When The Bookshop at Queen's closes next month, there will be many people who will bemoan the loss of an independent bookshop; a place in which they could browse the Irish fiction lists, or the incomparable collection of books on Irish history and politics.
Some will miss the access to Irish poetry, or just the civility of the place. The poet Michael Longley says the decision to close the shop is "heartbreaking".
The last time there was a threat to the shop, in 1972, a campaign rallied to save it and was successful. There are few such high hopes around now.
Since then, the shop has had its own history, parallel to that of the Troubles that were recorded in many of the books stocked there.
Shortly after the murder of John McMichael in December 1987, it emerged that Denis Murphy, the then-proprietor of the bookshop, had been one of those facilitating discussions with the UDA that produced the document Common Sense.
This was a proposal for consensual government by power-sharing in Northern Ireland, with Executive seats allocated on the de Hondt principle.
The UDA anticipated that a constitutional conference would lay to rest the question of partition. It reads now like a first draft of the Good Friday Agreement.
The UDA leader of the time, Andy Tyrie, remembers Denis Murphy as "a gentle and decent, helpful man". He says: "Denis showed us what to read. We were at the very start and he would point us in the right direction for our research. He got to know everyone."
The shop was the location of unlikely encounters between political and paramilitary rivals and enemies and it may be that the shop has had a discreet and unrecorded role in the formation of relationships which made the peace process possible.
An author launching a book like The Lost Revolution by Brian Hanley and Scott Millar, or the Rev Brian Kennaway's history of the Orange Order, would invite research contacts and interviewees to come and have a glass of wine on the night and endure a speech.
Other interested parties would turn up and over and over again in the shop you would have gatherings of people discussing their shared, and often acrimonious, history.
There were, of course, other places where people from mutually-hostile political and cultural corners could meet. One of them was the BBC.
A few there still recall the first Talkback party in the mid-1980s, when UDA leader John McMichael clashed with Eamonn McCann.
And one of the early meetings between John Hume and Gerry Adams was in Brian Garrett's studio for the programme Behind the Headlines, which preceded Talkback.
But meetings like this developed in The Bookshop at Queen's in a different kind of atmosphere, which was more convivial and in which journalists were not always hovering.
Brian Kennaway says of the bookshop: "On a community relations argument alone, it should be kept open."
Asked to name some of the useful connections he had made there over the years, he said: "You must be joking" - conceding that, even in the modern climate, meetings held in huddles during book launches were so delicate as still to be sensitive.
Richard O'Rawe is the author of Blanketmen and Afterlives, books which argue that the 1981 hunger-strikes were prolonged for political advantage to Sinn Fein.
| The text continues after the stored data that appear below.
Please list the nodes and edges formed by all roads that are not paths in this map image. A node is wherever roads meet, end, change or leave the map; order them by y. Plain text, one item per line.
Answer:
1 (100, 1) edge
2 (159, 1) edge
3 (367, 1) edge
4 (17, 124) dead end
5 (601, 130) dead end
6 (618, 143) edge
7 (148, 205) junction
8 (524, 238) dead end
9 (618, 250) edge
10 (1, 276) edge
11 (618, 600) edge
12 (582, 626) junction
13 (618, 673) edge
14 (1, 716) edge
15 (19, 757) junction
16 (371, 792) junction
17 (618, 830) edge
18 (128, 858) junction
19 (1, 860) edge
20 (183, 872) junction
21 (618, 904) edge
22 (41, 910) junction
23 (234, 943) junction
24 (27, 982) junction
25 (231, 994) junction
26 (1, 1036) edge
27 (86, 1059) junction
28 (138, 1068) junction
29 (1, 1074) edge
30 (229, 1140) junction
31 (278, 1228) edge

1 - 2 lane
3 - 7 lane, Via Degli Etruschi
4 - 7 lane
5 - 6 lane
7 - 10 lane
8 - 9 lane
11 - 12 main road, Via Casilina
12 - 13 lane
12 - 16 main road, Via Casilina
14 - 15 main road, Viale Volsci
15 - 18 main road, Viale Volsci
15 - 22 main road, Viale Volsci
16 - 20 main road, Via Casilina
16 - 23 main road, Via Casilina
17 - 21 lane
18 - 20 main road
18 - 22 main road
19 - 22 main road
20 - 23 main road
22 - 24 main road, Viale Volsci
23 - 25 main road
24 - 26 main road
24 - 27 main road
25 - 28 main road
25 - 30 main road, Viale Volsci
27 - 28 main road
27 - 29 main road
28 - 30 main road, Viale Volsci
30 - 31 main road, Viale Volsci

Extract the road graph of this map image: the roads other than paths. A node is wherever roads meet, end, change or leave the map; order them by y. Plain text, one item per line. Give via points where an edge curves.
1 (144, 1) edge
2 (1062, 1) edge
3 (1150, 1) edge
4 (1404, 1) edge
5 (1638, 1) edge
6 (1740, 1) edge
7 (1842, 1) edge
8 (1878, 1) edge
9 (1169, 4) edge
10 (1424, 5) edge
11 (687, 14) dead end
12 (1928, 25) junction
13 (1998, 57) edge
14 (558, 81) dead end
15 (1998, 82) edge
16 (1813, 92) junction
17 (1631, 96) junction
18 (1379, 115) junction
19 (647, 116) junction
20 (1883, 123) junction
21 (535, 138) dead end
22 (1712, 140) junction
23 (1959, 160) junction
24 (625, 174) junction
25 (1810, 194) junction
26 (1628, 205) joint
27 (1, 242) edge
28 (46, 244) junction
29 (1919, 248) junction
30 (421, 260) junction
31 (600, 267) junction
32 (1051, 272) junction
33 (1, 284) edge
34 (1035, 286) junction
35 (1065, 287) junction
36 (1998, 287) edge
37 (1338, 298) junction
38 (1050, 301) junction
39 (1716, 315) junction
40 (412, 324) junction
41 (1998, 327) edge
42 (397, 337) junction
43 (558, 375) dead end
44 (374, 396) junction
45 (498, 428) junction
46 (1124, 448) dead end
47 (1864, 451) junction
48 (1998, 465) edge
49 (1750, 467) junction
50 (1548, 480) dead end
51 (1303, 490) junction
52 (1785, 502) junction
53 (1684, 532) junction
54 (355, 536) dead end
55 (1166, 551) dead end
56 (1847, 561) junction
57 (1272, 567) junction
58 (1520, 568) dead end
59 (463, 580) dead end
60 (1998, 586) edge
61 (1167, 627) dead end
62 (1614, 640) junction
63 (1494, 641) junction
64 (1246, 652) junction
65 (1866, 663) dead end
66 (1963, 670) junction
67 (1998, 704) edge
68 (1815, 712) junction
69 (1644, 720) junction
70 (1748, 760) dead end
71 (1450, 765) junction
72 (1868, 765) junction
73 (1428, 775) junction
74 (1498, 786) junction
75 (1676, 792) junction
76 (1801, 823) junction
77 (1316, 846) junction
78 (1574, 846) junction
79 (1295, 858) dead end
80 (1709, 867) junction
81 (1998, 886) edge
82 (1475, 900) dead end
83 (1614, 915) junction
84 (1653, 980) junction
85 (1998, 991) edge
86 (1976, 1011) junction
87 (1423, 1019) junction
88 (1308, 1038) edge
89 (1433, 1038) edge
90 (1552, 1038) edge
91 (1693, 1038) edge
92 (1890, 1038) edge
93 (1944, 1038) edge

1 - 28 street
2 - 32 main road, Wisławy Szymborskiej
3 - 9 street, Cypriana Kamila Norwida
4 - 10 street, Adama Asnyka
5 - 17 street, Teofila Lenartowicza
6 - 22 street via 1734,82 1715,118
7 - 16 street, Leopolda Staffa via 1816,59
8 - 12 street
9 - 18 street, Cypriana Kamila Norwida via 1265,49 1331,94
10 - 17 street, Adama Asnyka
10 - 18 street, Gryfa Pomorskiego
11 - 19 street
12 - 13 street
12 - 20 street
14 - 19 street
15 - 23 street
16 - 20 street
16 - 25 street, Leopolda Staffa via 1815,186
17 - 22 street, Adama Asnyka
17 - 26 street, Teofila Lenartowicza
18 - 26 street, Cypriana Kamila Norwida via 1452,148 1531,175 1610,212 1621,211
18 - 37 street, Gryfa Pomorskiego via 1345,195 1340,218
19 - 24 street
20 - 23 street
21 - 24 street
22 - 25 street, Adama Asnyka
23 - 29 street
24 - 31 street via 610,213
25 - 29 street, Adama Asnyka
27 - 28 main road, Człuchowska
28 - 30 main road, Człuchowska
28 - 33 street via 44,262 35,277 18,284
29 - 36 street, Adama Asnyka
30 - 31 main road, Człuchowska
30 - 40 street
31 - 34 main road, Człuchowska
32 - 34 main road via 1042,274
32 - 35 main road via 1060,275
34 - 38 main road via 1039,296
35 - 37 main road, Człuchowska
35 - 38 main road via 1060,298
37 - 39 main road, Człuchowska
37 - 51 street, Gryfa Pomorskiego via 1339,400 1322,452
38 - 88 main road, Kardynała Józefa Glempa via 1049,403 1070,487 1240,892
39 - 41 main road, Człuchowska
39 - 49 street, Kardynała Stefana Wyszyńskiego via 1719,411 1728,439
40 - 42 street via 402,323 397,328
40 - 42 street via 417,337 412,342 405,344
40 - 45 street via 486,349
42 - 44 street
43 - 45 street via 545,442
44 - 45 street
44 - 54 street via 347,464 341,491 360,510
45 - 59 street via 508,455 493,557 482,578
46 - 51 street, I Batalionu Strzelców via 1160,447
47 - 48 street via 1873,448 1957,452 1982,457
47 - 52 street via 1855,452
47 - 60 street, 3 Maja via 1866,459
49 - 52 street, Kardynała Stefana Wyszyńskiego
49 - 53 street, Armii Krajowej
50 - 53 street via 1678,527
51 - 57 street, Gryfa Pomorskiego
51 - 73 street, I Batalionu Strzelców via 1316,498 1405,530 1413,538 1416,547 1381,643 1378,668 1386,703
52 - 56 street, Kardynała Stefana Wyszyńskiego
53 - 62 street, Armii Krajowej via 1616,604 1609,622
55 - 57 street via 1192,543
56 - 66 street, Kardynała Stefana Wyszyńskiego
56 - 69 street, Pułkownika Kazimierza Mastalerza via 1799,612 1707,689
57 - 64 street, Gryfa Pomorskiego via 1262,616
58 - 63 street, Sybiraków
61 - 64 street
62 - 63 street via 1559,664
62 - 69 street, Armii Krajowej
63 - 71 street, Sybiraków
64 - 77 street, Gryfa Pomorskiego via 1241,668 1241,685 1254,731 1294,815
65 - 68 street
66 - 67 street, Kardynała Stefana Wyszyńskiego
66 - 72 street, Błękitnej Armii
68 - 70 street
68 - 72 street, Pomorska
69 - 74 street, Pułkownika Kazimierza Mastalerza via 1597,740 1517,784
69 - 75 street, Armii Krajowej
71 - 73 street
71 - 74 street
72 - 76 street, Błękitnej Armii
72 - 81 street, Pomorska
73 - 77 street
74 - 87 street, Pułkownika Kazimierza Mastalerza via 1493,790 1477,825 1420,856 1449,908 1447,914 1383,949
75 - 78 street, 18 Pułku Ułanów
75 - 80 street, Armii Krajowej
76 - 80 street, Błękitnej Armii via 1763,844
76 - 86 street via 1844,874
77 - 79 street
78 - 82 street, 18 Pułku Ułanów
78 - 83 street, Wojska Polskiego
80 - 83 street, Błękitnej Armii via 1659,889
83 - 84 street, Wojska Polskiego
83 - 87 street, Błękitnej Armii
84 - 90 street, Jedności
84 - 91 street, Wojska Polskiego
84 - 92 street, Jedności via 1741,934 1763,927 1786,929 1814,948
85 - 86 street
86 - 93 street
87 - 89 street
He launched Afterlives in the bookshop last November and says that the event was like a reunion with old mates, which had also been attended by Protestant clergy and unionists and "an awful lot of very nice people".
Sometimes the launch of a book on Northern Irish politics and history has been the only occasion in which people at the heart of that history have been received civilly in a relaxed atmosphere and discovered how amenable others are to hearing them when there is no contention in the air. A similar reunion occurred when Aaron Edwards launched his history of the Northern Ireland Labour Party.
Danny Morrison, former publicity director of Sinn Fein, says that he first met Reg Empey in the bookshop during the launch of a book by Deaglan de Breadun of the Irish Times.
"It was that kind of place; you met people you didn't expect to run into in the ordinary walk. He was very affable."
Some historical political movements meet one last time to mark the writing of their history and then die. Those events themselves are historically important and more of them have been happening in The Bookshop at Queen's than anywhere else.
The photographer Bobbie Hanvey found launches at the bookshop provided opportunities to meet key players in the politics and history of Northern Ireland, drawn back to support books which record their work.
He recalls getting portraits there of the Dungannon SDLP man Austin Currie and of Tommy McKearney, a former IRA prisoner, and of many others. "It is a tragedy that the shop is closing," he says.
David Trimble, the former First Minister, who also spoke at many book launches there, takes the pragmatic view that the unlikely encounters that happened there will now happen at launches elsewhere.
"But how can a university function without an outlet for academic books? I am astonished," he says.